# Task statement
Where does the string "江別インター線" appear in the records? Copy each line that holds it.

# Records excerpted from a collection
----

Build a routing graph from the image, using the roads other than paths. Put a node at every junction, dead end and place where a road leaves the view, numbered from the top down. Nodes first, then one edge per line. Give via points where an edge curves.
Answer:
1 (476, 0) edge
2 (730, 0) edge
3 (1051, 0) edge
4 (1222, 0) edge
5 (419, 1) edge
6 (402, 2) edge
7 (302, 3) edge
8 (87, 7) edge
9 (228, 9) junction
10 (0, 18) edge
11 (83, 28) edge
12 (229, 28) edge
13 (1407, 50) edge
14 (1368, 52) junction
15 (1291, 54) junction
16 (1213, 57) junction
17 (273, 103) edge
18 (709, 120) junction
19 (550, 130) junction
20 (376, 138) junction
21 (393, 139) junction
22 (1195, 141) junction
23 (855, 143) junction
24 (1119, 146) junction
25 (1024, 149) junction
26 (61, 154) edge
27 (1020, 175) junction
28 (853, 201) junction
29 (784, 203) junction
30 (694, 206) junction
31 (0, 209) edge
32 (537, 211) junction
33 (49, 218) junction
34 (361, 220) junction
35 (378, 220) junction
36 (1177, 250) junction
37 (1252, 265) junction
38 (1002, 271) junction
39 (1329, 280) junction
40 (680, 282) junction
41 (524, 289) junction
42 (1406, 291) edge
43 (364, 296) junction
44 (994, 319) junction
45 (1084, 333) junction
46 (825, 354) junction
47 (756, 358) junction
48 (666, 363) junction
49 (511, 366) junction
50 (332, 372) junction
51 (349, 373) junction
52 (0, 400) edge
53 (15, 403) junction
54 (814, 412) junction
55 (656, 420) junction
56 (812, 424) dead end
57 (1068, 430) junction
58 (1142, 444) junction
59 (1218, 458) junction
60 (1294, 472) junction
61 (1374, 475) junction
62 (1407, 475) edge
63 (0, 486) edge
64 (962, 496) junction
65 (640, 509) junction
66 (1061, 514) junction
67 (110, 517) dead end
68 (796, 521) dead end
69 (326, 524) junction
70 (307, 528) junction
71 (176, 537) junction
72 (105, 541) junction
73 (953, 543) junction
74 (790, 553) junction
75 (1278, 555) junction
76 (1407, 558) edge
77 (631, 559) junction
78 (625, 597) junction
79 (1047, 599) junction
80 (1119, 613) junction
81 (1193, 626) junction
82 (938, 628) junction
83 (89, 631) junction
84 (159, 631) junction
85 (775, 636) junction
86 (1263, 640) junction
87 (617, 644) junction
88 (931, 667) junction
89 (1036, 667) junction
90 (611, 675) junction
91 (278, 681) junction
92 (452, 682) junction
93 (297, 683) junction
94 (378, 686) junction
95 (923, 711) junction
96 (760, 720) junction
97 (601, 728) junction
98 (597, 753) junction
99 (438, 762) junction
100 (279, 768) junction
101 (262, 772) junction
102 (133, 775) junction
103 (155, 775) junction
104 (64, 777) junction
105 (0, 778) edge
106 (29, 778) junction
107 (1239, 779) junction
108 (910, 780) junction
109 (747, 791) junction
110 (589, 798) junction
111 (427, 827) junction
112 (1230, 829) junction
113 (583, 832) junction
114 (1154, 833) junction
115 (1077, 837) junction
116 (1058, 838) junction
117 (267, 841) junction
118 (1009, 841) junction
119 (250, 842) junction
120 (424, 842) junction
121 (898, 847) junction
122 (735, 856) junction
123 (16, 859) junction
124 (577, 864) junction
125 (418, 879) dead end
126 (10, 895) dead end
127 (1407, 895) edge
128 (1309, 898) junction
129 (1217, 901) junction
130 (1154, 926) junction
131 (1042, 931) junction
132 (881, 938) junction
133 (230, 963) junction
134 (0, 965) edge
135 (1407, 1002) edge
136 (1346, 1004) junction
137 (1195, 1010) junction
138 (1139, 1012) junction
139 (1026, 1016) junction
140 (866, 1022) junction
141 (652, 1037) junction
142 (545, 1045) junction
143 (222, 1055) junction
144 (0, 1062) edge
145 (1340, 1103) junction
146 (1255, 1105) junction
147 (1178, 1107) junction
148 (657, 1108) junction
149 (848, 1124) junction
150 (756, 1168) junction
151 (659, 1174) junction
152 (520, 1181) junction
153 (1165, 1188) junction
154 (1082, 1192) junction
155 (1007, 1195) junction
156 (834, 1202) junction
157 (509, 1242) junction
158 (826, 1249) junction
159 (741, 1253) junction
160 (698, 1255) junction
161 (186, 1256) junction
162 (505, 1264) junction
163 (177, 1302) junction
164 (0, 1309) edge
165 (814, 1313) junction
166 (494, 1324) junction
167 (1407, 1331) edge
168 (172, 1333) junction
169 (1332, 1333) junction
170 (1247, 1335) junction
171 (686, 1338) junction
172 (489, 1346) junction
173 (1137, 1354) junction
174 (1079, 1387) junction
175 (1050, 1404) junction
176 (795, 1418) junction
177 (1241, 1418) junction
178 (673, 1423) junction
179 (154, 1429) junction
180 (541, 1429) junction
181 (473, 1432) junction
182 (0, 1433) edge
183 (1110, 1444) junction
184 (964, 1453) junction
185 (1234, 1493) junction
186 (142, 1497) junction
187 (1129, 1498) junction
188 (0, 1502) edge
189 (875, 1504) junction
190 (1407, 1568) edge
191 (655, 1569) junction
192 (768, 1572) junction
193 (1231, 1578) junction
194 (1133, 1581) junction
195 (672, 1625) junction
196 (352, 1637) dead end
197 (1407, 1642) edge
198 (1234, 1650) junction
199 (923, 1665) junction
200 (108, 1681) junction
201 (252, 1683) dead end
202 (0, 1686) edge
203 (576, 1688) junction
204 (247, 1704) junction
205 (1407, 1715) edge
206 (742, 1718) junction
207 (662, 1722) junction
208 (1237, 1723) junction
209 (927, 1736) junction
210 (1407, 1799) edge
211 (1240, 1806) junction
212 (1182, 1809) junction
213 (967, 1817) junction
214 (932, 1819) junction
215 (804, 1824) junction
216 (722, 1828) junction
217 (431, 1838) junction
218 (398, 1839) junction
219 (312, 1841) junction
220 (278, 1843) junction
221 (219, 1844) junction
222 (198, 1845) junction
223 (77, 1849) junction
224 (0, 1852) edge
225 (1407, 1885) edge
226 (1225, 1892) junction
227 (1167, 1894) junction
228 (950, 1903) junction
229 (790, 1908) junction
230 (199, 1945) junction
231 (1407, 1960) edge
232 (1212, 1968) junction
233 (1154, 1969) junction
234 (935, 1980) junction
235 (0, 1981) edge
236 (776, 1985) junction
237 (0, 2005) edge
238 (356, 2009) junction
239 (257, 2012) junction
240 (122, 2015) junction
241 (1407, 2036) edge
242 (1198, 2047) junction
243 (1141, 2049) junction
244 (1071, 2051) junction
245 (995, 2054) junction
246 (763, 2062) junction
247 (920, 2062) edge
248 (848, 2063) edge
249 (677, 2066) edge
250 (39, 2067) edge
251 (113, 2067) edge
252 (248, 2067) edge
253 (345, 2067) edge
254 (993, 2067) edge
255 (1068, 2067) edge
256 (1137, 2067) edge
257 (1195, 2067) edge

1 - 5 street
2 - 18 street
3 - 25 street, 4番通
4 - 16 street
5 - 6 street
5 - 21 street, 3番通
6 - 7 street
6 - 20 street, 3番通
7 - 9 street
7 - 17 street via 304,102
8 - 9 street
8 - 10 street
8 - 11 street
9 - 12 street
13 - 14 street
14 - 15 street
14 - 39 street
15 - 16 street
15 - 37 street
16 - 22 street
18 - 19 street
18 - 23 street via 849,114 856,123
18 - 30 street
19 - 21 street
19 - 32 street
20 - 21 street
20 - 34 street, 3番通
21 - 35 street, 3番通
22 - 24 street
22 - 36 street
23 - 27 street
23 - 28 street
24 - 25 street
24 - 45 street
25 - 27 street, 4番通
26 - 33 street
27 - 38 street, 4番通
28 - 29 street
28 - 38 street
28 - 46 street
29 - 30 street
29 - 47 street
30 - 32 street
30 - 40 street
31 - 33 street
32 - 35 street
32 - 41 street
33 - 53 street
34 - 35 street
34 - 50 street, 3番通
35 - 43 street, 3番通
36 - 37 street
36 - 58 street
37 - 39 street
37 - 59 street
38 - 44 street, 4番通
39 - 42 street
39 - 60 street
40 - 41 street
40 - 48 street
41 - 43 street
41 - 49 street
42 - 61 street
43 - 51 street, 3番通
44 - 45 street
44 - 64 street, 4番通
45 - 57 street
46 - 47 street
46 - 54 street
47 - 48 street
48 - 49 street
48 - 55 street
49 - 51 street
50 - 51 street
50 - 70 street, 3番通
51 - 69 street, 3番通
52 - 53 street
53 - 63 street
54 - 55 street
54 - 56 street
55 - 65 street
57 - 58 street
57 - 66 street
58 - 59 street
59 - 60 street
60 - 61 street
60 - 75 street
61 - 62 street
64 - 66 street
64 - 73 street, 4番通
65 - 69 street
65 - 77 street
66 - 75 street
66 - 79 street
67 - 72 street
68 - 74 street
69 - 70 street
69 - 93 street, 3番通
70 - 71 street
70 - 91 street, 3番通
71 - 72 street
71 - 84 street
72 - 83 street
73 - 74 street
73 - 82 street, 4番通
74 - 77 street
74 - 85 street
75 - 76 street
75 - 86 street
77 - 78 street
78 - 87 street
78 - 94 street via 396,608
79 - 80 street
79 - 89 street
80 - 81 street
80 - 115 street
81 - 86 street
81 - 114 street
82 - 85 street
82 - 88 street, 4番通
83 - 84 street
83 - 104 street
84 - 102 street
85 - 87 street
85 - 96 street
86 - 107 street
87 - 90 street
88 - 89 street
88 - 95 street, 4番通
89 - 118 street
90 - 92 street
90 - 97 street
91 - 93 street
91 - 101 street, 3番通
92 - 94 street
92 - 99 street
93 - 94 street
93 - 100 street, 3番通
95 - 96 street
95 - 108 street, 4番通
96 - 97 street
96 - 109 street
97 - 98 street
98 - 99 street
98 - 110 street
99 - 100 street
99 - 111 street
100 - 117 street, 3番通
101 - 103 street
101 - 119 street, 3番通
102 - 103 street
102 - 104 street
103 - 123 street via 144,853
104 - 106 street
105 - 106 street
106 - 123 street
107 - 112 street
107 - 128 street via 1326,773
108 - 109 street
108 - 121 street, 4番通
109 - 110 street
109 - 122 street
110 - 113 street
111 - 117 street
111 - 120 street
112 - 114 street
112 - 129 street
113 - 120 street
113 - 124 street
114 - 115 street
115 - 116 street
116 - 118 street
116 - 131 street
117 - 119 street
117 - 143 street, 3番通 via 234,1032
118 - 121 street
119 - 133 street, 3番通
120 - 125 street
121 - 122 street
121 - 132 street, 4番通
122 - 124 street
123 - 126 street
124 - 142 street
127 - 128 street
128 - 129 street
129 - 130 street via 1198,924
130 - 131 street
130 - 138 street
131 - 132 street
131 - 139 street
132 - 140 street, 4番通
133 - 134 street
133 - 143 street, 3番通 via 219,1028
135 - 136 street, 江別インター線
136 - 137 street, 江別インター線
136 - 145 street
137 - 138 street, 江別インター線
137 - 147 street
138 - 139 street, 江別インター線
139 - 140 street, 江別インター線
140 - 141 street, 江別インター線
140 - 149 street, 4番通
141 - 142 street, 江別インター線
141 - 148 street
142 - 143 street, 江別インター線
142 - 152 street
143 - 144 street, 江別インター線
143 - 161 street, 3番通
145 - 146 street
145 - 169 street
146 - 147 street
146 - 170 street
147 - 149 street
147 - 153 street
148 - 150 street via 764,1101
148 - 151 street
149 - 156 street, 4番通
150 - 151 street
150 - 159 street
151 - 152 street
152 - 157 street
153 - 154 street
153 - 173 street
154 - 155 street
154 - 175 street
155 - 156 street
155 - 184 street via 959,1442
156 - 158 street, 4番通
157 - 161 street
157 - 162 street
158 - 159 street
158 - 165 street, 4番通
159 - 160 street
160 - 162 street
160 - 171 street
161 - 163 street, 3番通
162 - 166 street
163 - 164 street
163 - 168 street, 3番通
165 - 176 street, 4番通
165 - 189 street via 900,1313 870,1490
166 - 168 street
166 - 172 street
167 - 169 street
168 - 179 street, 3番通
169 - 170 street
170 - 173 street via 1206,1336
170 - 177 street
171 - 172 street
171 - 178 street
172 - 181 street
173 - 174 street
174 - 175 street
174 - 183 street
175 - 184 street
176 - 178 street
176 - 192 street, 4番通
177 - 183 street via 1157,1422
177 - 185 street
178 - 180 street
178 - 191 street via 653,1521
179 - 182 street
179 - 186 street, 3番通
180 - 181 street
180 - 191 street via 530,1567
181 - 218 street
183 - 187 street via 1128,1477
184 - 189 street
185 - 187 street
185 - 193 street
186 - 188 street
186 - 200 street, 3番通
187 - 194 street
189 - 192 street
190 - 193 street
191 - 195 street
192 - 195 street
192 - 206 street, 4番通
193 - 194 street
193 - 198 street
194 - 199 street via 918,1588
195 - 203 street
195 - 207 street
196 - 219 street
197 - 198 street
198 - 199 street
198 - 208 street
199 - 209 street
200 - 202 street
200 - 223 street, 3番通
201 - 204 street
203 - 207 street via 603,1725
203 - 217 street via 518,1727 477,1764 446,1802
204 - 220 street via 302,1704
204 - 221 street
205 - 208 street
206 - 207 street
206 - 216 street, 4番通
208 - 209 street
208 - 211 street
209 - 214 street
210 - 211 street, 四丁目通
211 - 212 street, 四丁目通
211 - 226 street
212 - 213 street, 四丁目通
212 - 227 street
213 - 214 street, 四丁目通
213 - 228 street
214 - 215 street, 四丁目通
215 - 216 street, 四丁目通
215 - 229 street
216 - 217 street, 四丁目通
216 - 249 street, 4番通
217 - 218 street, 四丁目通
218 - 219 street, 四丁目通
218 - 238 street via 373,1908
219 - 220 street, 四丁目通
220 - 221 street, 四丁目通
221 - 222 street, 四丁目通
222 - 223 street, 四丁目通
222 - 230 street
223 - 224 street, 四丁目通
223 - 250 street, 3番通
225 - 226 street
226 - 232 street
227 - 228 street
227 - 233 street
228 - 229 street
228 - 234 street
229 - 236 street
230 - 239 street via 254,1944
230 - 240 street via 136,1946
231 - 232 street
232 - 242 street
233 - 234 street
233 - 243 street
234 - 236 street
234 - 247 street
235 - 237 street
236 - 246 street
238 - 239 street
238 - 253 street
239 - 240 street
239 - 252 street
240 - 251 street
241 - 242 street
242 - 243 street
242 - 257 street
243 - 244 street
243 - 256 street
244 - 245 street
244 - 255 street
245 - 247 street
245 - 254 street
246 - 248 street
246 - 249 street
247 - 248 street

----

# Output
135 - 136 street, 江別インター線
136 - 137 street, 江別インター線
137 - 138 street, 江別インター線
138 - 139 street, 江別インター線
139 - 140 street, 江別インター線
140 - 141 street, 江別インター線
141 - 142 street, 江別インター線
142 - 143 street, 江別インター線
143 - 144 street, 江別インター線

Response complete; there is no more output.